- Work request
Lines in the following data that contain the string "graph" are to be counted. Report only their number.

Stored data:
--------------------------------

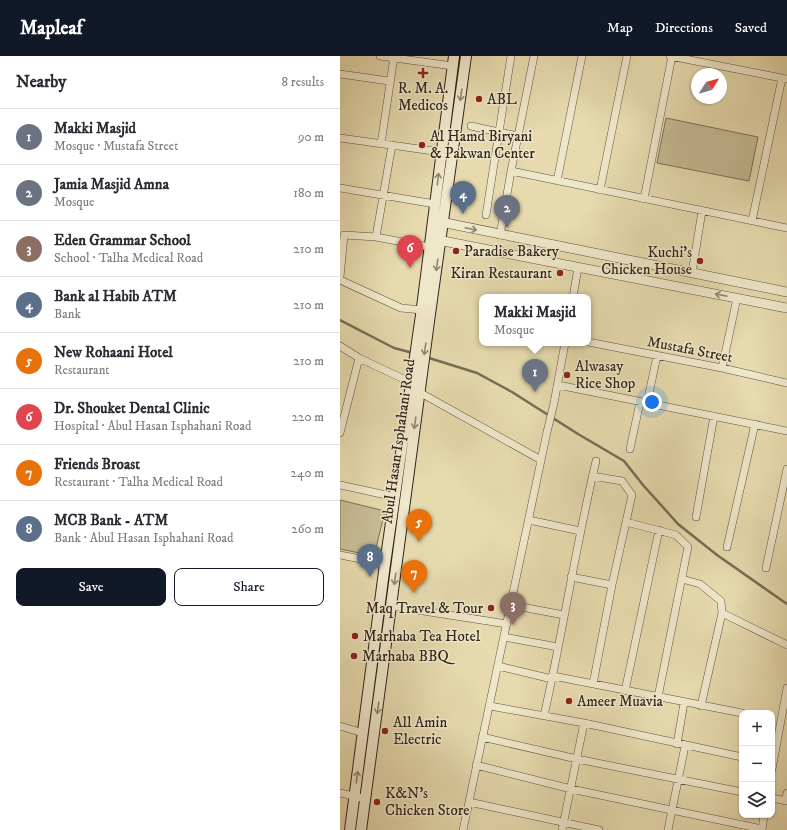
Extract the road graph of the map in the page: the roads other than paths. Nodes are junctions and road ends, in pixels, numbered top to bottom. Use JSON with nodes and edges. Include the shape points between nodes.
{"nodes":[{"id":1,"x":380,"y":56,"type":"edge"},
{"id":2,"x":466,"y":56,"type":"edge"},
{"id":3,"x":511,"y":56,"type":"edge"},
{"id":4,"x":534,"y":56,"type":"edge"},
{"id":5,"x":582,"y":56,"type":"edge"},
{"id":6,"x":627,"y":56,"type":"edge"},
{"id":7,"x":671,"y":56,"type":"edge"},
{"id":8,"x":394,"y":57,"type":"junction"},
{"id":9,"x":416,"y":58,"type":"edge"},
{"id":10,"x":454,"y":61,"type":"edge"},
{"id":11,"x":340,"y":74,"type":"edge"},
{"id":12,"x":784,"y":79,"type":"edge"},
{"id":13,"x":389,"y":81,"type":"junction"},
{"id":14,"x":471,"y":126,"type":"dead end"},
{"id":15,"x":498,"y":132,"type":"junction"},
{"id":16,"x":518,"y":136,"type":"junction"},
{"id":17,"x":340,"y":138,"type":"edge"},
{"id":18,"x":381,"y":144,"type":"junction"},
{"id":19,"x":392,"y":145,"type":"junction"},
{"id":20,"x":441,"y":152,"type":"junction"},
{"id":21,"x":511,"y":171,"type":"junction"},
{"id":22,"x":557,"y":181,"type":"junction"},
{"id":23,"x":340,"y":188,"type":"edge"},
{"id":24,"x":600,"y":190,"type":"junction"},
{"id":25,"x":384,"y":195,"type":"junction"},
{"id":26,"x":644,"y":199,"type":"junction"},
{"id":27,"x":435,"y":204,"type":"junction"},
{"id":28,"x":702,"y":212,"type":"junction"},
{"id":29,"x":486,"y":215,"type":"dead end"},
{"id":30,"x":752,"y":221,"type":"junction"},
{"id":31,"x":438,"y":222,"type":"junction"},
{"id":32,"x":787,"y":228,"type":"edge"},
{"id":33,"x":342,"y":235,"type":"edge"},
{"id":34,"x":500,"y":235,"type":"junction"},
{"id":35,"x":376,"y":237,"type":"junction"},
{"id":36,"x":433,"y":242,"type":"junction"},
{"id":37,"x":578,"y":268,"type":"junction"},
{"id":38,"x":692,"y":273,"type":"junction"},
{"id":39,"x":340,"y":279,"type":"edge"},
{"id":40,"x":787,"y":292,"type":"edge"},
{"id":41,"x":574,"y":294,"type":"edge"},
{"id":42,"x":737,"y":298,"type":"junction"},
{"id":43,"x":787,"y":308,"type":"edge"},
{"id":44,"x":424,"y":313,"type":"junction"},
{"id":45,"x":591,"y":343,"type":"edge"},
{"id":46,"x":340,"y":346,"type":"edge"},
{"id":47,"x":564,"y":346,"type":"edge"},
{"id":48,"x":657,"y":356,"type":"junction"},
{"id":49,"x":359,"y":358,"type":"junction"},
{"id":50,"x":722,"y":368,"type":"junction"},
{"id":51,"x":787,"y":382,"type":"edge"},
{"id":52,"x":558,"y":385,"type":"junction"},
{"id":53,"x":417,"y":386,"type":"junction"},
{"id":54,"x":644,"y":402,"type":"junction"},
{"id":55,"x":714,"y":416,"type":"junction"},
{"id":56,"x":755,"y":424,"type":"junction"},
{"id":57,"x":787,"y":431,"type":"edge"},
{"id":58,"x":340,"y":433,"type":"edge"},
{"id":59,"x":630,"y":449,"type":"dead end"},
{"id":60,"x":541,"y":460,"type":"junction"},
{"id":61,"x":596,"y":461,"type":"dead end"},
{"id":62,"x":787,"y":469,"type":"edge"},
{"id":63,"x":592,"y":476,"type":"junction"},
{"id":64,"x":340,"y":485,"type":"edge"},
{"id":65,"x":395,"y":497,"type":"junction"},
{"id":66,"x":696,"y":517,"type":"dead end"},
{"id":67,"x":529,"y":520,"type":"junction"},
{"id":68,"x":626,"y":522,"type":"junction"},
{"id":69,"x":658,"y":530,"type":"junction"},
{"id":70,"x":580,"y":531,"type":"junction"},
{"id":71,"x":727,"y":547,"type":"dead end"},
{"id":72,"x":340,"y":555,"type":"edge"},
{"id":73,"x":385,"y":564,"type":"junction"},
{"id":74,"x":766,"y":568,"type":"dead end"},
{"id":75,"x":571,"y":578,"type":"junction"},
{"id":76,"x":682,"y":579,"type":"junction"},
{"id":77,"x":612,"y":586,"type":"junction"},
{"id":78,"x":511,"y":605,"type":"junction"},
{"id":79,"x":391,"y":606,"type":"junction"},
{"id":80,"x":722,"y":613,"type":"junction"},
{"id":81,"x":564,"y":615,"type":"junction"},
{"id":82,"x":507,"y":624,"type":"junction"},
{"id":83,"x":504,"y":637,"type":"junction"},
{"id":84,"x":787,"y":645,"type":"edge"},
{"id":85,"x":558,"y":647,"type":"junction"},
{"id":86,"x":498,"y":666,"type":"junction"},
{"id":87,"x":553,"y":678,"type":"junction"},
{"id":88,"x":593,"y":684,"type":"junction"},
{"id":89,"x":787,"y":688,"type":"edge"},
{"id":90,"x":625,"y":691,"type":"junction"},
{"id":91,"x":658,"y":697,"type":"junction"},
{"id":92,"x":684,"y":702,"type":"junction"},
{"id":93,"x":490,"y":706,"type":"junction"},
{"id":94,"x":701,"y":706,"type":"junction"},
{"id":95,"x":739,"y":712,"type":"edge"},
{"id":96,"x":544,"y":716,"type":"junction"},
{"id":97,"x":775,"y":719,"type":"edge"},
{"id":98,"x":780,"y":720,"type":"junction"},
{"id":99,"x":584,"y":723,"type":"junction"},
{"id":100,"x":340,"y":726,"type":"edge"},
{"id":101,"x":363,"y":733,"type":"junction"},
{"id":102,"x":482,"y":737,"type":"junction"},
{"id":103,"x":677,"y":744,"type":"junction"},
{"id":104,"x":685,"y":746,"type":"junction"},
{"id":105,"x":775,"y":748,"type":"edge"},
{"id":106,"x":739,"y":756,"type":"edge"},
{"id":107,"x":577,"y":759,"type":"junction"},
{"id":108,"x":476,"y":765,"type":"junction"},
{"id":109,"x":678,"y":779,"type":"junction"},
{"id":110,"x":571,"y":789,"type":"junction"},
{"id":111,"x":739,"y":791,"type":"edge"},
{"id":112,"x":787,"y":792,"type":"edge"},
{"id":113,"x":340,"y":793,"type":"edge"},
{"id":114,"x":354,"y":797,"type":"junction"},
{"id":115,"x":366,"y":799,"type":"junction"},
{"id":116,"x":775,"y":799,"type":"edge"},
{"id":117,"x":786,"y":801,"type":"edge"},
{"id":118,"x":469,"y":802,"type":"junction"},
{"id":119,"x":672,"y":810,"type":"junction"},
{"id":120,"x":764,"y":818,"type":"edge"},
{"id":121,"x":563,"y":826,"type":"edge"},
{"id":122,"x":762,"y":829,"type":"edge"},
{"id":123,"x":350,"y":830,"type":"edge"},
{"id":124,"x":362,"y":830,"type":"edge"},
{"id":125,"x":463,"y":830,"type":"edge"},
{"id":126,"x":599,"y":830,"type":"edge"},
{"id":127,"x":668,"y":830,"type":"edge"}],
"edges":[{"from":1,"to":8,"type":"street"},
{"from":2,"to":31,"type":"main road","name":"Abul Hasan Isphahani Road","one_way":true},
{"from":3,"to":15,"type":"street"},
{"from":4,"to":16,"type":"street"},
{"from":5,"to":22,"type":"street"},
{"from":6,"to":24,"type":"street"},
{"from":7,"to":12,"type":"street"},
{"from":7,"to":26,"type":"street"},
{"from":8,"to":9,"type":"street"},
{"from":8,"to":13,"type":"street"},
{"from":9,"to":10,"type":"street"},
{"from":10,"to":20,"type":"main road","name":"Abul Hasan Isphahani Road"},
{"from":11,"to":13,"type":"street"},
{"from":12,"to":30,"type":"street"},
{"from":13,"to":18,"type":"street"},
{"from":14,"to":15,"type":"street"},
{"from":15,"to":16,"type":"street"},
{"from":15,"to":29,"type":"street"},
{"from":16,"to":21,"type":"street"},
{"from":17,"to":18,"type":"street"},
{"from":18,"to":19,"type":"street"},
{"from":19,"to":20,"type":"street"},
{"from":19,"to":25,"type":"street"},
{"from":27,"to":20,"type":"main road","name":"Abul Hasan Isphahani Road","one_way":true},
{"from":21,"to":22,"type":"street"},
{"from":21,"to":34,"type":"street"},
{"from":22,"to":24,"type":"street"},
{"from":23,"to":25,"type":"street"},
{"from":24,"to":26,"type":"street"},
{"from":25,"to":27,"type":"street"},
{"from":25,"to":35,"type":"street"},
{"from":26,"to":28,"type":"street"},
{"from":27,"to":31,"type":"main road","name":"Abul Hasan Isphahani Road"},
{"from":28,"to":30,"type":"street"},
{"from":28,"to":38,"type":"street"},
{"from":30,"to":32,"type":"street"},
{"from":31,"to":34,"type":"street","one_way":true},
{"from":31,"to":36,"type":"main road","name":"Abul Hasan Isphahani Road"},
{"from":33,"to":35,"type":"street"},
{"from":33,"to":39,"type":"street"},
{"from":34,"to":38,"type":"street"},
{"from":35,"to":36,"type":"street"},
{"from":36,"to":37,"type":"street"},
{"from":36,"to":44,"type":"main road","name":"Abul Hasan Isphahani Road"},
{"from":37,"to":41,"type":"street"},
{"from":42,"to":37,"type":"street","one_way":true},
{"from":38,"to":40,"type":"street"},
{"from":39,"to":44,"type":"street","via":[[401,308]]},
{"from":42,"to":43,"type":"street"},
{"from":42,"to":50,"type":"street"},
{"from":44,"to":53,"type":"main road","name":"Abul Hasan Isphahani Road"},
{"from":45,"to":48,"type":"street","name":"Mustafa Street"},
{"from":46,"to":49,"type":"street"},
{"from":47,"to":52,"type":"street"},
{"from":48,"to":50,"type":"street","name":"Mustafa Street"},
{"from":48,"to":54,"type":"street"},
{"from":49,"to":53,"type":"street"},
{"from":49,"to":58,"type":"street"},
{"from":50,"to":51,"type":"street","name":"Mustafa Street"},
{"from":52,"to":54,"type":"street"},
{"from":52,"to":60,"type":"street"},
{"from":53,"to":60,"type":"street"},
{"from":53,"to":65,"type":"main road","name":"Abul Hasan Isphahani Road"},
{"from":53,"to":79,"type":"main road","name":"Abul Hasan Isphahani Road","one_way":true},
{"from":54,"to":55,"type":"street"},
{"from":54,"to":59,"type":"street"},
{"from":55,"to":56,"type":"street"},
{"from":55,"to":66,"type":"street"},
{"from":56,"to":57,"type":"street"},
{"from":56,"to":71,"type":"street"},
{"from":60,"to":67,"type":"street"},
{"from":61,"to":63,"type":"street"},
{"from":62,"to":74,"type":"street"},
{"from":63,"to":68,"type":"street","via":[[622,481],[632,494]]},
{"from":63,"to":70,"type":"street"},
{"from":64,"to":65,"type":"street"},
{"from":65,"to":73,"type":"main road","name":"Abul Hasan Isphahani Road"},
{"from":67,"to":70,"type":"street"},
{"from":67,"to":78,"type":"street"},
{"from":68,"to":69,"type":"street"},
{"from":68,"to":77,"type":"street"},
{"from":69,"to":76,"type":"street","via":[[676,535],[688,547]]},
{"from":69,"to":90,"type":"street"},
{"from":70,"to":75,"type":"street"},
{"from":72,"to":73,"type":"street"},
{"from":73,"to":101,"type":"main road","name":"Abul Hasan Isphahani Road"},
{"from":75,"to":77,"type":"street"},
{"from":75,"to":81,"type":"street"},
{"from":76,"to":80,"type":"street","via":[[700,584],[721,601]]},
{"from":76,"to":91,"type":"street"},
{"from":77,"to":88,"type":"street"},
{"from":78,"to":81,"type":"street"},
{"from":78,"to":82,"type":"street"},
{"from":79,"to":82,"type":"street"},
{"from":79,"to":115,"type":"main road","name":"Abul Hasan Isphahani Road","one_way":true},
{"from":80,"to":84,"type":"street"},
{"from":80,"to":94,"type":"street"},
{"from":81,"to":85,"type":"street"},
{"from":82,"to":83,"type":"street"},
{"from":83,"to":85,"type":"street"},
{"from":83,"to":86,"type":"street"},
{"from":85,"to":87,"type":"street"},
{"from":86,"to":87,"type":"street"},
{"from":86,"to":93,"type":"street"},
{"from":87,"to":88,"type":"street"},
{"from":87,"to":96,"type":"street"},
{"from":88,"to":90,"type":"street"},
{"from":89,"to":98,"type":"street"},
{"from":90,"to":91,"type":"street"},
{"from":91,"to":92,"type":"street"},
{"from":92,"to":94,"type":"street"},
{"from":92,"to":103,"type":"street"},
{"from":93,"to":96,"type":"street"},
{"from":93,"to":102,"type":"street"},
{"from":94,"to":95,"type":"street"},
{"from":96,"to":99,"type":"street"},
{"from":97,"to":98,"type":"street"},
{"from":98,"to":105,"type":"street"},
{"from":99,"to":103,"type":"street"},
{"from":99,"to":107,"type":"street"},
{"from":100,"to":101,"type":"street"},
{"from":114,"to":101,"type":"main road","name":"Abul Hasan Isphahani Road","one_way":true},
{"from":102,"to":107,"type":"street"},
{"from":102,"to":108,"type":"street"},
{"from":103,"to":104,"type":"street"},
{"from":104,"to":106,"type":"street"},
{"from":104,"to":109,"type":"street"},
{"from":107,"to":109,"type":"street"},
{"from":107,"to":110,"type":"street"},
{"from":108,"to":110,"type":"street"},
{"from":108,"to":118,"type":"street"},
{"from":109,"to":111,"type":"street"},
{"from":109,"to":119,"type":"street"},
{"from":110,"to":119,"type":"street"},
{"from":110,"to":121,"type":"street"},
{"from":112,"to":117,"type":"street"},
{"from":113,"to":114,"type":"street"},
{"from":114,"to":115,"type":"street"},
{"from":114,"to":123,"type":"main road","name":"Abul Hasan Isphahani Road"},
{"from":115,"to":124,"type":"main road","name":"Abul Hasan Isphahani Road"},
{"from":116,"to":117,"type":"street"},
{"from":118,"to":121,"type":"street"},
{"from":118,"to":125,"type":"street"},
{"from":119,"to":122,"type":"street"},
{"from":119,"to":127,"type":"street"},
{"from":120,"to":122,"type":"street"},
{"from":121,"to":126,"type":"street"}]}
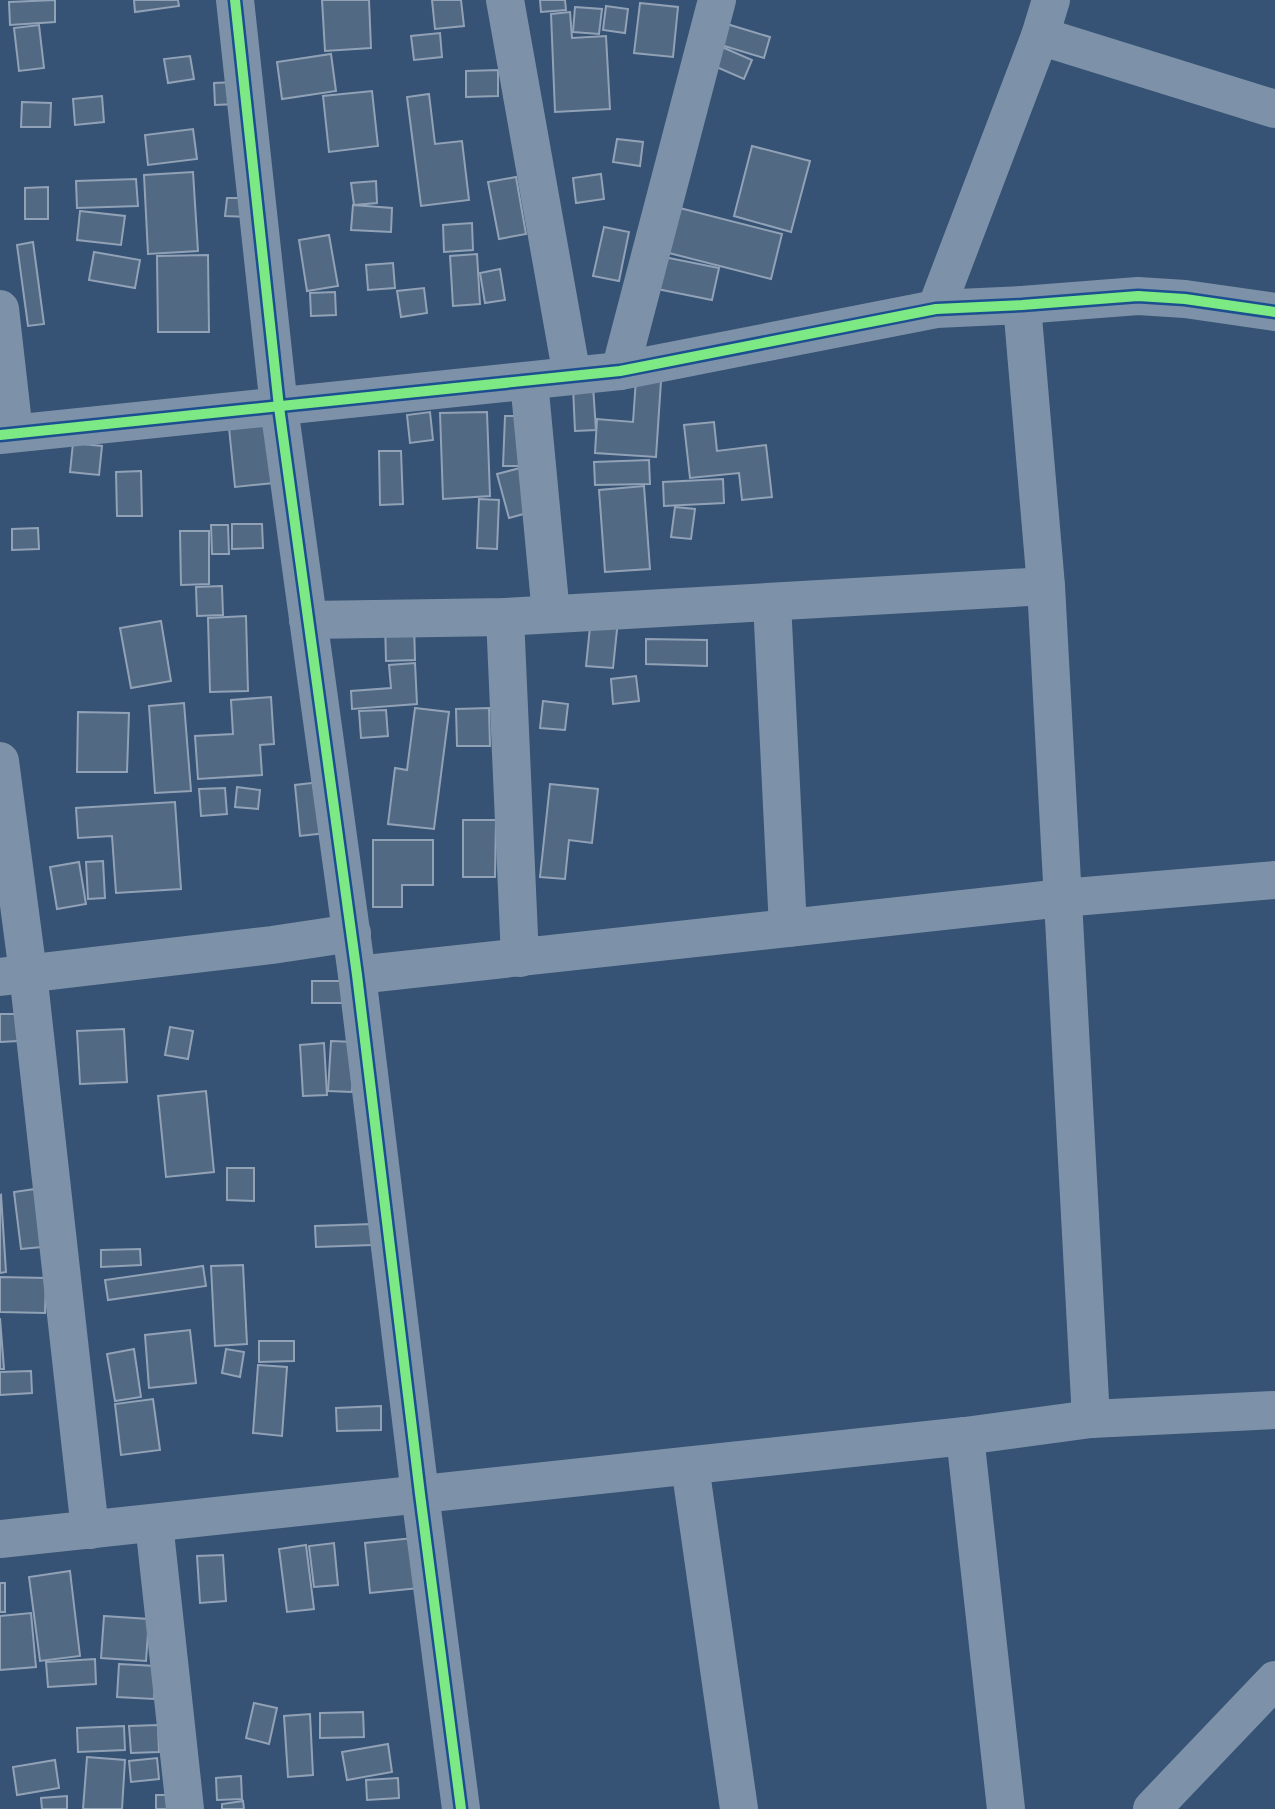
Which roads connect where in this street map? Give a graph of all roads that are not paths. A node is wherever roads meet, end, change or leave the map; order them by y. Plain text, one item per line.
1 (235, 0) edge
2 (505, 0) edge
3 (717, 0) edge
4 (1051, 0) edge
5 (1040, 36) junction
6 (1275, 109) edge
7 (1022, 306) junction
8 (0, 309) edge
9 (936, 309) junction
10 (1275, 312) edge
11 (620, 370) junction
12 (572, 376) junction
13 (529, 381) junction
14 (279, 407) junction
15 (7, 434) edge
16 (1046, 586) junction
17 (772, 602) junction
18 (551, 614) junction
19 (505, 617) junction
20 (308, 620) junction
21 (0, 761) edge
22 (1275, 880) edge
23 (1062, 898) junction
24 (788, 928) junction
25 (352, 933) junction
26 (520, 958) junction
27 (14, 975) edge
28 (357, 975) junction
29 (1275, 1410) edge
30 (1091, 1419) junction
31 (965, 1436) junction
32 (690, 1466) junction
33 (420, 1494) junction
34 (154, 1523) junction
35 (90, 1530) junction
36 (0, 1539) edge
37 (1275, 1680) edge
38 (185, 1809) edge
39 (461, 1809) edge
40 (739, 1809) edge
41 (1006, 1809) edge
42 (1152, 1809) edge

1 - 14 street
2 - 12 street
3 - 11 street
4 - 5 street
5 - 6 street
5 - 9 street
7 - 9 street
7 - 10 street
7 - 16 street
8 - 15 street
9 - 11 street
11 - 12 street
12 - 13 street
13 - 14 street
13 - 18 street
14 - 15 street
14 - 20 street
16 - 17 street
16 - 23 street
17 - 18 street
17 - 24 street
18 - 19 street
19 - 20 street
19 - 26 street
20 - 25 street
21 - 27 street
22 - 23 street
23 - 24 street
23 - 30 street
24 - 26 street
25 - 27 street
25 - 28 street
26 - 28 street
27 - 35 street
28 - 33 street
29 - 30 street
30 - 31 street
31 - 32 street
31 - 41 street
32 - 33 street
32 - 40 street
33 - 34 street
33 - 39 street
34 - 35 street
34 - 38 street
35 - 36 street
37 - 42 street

--------------------------------

- Response box
2